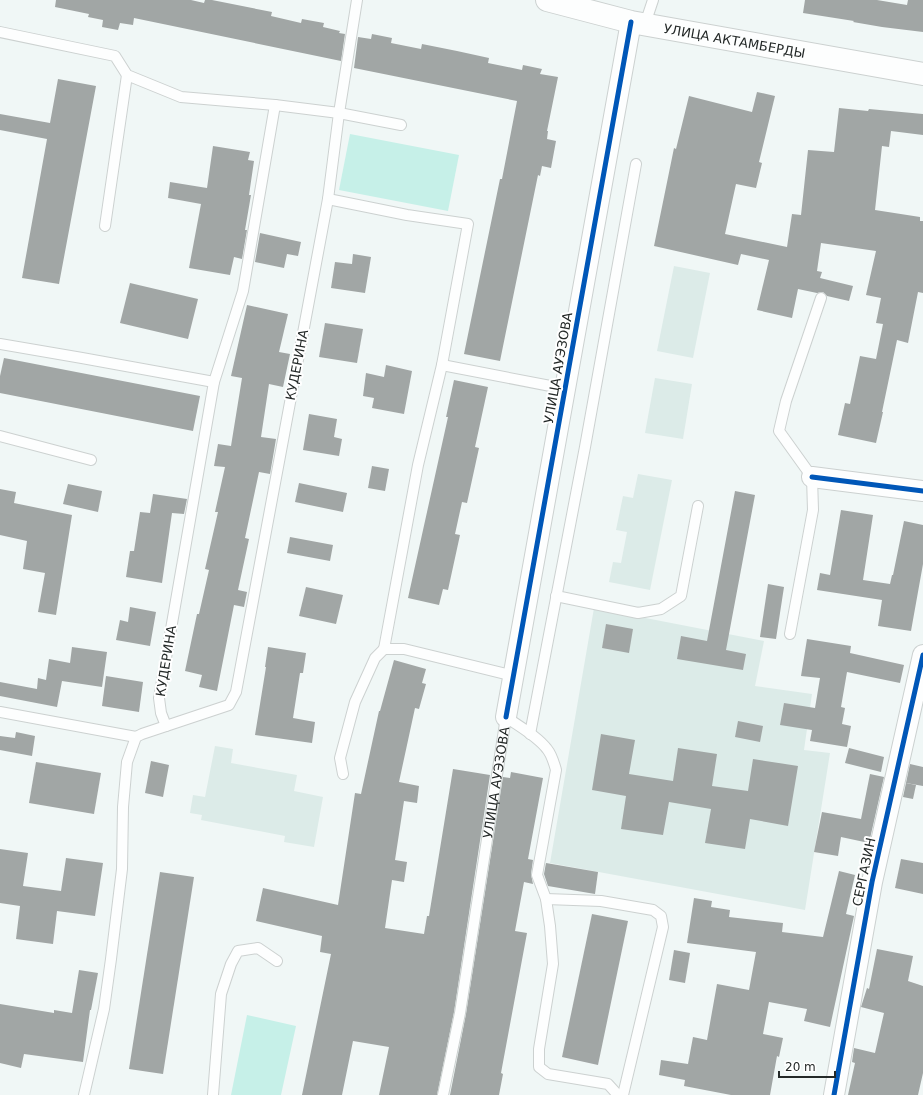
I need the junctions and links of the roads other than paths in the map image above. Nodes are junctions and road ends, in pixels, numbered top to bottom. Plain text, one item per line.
1 (357, 0) edge
2 (547, 0) edge
3 (653, 0) edge
4 (638, 23) junction
5 (0, 32) edge
6 (923, 74) edge
7 (127, 75) junction
8 (275, 105) junction
9 (339, 113) junction
10 (401, 125) dead end
11 (636, 164) dead end
12 (328, 199) junction
13 (105, 226) dead end
14 (820, 298) dead end
15 (0, 344) edge
16 (442, 365) junction
17 (214, 382) junction
18 (566, 389) junction
19 (0, 436) edge
20 (91, 460) dead end
21 (812, 477) junction
22 (923, 492) edge
23 (698, 506) dead end
24 (556, 596) junction
25 (790, 634) dead end
26 (384, 649) junction
27 (923, 655) edge
28 (514, 676) junction
29 (0, 712) edge
30 (506, 717) junction
31 (166, 726) junction
32 (530, 734) junction
33 (136, 737) junction
34 (343, 774) dead end
35 (546, 899) junction
36 (276, 961) dead end
37 (84, 1095) edge
38 (213, 1095) edge
39 (444, 1095) edge
40 (618, 1095) edge
41 (623, 1095) edge
42 (834, 1095) edge

1 - 9 lane, КУДЕРИНА
2 - 4 main road, УЛИЦА АКТАМБЕРДЫ
3 - 4 lane
4 - 6 main road, УЛИЦА АКТАМБЕРДЫ
4 - 18 street, УЛИЦА АУЭЗОВА
5 - 7 lane
7 - 8 lane
7 - 13 lane
8 - 9 lane
8 - 17 lane, КУДЕРИНА
9 - 10 lane
9 - 12 lane, КУДЕРИНА
11 - 24 lane
12 - 16 lane
12 - 31 lane, КУДЕРИНА
14 - 21 lane
15 - 17 lane
16 - 18 lane
16 - 26 lane
17 - 31 lane, КУДЕРИНА
18 - 28 street, УЛИЦА АУЭЗОВА
19 - 20 lane
21 - 22 street
21 - 25 lane
23 - 24 lane
24 - 32 lane
26 - 28 lane
26 - 34 lane
27 - 42 street, СЕРГАЗИН
28 - 30 street, УЛИЦА АУЭЗОВА
29 - 33 lane
30 - 32 lane
30 - 39 lane, УЛИЦА АУЭЗОВА
31 - 33 lane
32 - 35 lane
33 - 37 lane
35 - 40 lane
35 - 41 lane
36 - 38 lane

Exercise instructions:
Where a record holds a picture, leave the picture out and restate the rest word for word.

Task response:
I need the junctions and links of the roads other than paths in the map image above. Nodes are junctions and road ends, in pixels, numbered top to bottom. Plain text, one item per line.
1 (357, 0) edge
2 (547, 0) edge
3 (653, 0) edge
4 (638, 23) junction
5 (0, 32) edge
6 (923, 74) edge
7 (127, 75) junction
8 (275, 105) junction
9 (339, 113) junction
10 (401, 125) dead end
11 (636, 164) dead end
12 (328, 199) junction
13 (105, 226) dead end
14 (820, 298) dead end
15 (0, 344) edge
16 (442, 365) junction
17 (214, 382) junction
18 (566, 389) junction
19 (0, 436) edge
20 (91, 460) dead end
21 (812, 477) junction
22 (923, 492) edge
23 (698, 506) dead end
24 (556, 596) junction
25 (790, 634) dead end
26 (384, 649) junction
27 (923, 655) edge
28 (514, 676) junction
29 (0, 712) edge
30 (506, 717) junction
31 (166, 726) junction
32 (530, 734) junction
33 (136, 737) junction
34 (343, 774) dead end
35 (546, 899) junction
36 (276, 961) dead end
37 (84, 1095) edge
38 (213, 1095) edge
39 (444, 1095) edge
40 (618, 1095) edge
41 (623, 1095) edge
42 (834, 1095) edge

1 - 9 lane, КУДЕРИНА
2 - 4 main road, УЛИЦА АКТАМБЕРДЫ
3 - 4 lane
4 - 6 main road, УЛИЦА АКТАМБЕРДЫ
4 - 18 street, УЛИЦА АУЭЗОВА
5 - 7 lane
7 - 8 lane
7 - 13 lane
8 - 9 lane
8 - 17 lane, КУДЕРИНА
9 - 10 lane
9 - 12 lane, КУДЕРИНА
11 - 24 lane
12 - 16 lane
12 - 31 lane, КУДЕРИНА
14 - 21 lane
15 - 17 lane
16 - 18 lane
16 - 26 lane
17 - 31 lane, КУДЕРИНА
18 - 28 street, УЛИЦА АУЭЗОВА
19 - 20 lane
21 - 22 street
21 - 25 lane
23 - 24 lane
24 - 32 lane
26 - 28 lane
26 - 34 lane
27 - 42 street, СЕРГАЗИН
28 - 30 street, УЛИЦА АУЭЗОВА
29 - 33 lane
30 - 32 lane
30 - 39 lane, УЛИЦА АУЭЗОВА
31 - 33 lane
32 - 35 lane
33 - 37 lane
35 - 40 lane
35 - 41 lane
36 - 38 lane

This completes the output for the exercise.